Soon after I received my hardcover version, I bought The Food Lab's Kindle Edition so I could read it on the go in all those situations where I have to sit and wait.
In the interest of full disclosure, Kenji was one of the editors during the years I wrote for Serious Eats. We worked for the same team and I learned a lot from his Food Lab column over there.
I also fell madly in love with his dogs from the weekly photos of them working hard around Serious Eats Headquarters. That said, our readers know I don't recommend books or other products that have not made a positive difference in my life.
Here's the 30-minute minestrone from the book.
Why I like The Food Lab
I learn things from this man. He takes the time to do the testing and research to come up with the path to a great cooking result. Then, he tells you how you can adapt it for your own needs and resources.
The thoughtfulness starts right inside the covers where that often empty space has conversion charts you'll find yourself flipping to all the time as you work in the kitchen.
Kenji is a guide rather than a dictator. And, he clearly loves food and cooking. That comes through in every page. He admits that he is not perfect in the kitchen and shares funny stories about his experience with exploding blenders and weaning his wife from her favorite Ikea knife.
He creates recipes but he also teaches techniques. For example, there is a section on how to make creamy vegetable soups without a recipe. When an appropriate opportunity arises, he'll have a section on knife skills for a particular task. If an ingredient is important and deserves a primer, he'll provide one. In the soup and stew section he has one on onions. (With our recent cold snap, I've been spending time in his Soup and Stews section.)

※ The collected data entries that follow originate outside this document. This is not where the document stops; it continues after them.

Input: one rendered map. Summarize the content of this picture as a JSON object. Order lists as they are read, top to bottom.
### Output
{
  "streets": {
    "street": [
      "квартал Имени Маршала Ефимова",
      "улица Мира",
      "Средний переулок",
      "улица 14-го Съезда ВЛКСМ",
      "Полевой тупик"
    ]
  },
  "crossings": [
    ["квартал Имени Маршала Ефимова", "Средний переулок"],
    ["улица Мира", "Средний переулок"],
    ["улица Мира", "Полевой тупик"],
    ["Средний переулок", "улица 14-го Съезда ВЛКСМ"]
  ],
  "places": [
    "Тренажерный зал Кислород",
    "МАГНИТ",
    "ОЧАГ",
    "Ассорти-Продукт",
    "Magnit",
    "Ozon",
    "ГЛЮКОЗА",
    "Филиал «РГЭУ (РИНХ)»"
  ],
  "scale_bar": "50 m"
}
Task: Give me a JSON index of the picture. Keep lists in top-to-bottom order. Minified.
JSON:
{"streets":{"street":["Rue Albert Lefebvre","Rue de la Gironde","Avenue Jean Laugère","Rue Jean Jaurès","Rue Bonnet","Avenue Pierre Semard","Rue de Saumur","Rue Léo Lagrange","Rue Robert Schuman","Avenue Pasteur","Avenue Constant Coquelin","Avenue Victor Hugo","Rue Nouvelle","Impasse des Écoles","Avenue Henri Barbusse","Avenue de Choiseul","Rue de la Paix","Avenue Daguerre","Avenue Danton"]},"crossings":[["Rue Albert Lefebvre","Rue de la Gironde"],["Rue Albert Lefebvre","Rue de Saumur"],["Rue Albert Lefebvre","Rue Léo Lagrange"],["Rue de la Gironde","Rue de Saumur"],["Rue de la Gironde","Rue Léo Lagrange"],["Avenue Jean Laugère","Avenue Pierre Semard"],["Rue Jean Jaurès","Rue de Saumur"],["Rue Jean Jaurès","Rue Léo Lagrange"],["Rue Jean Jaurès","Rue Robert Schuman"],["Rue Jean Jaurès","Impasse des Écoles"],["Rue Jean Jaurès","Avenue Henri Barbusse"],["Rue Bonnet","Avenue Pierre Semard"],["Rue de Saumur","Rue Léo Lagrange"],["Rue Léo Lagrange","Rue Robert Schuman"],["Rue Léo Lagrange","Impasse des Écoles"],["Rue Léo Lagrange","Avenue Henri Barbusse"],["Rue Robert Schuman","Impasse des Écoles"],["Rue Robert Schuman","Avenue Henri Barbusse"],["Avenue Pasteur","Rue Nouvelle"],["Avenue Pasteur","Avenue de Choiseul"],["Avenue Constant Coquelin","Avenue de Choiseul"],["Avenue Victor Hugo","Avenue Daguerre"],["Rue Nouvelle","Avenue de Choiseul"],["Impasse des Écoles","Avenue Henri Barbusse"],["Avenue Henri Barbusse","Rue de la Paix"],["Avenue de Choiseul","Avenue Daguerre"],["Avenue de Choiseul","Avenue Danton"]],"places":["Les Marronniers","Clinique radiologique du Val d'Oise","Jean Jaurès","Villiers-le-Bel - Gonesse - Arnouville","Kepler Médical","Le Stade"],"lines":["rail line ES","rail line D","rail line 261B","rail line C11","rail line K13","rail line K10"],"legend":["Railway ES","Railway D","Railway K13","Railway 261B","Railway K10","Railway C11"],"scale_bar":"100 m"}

You'll find dozens of kitchen tips throughout the book. With these and charts, graphs, illustrations, and photographs, he communicates with people the way they learn best.
It will take me a while to read this book from cover to cover, but that is something I intend to do. (And, it's why I carry the Kindle edition on my phone.) There is a lot of goodness in these pages and I'm going to take my time and let all this knowledge simmer into my work in the kitchen.
Upcoming Boston Appearances
Kenji will be in Boston starting on Saturday. You can meet him at the following events.
BOSTON: THE BOSTON BOOK FESTIVAL
The book festival event actually changed to 12:30"
Copley Square
Kenji will be presenting his book at The Boston Book Festival, followed by a Q&A session and a book signing.
ALLSTON, MA: BURGERS AND FRIED CHICKEN AT ROXY'S GRILLED CHEESE
Roxy's Grilled Cheese
Kenji will be teaming up with his buddies from American Burger Revival for a burger and fried chicken sandwich pop-up at Roxy's Grilled Cheese in Allston. Stop by to have some tasty burgers from Richard Chudy and Sam Monsour, and Kenji's kimchi-brined double-fried hot chicken sandwiches, Animal-style fries, and more!
No tickets necessary.
Books will be on sale and he'll be signing and chatting with guests all night.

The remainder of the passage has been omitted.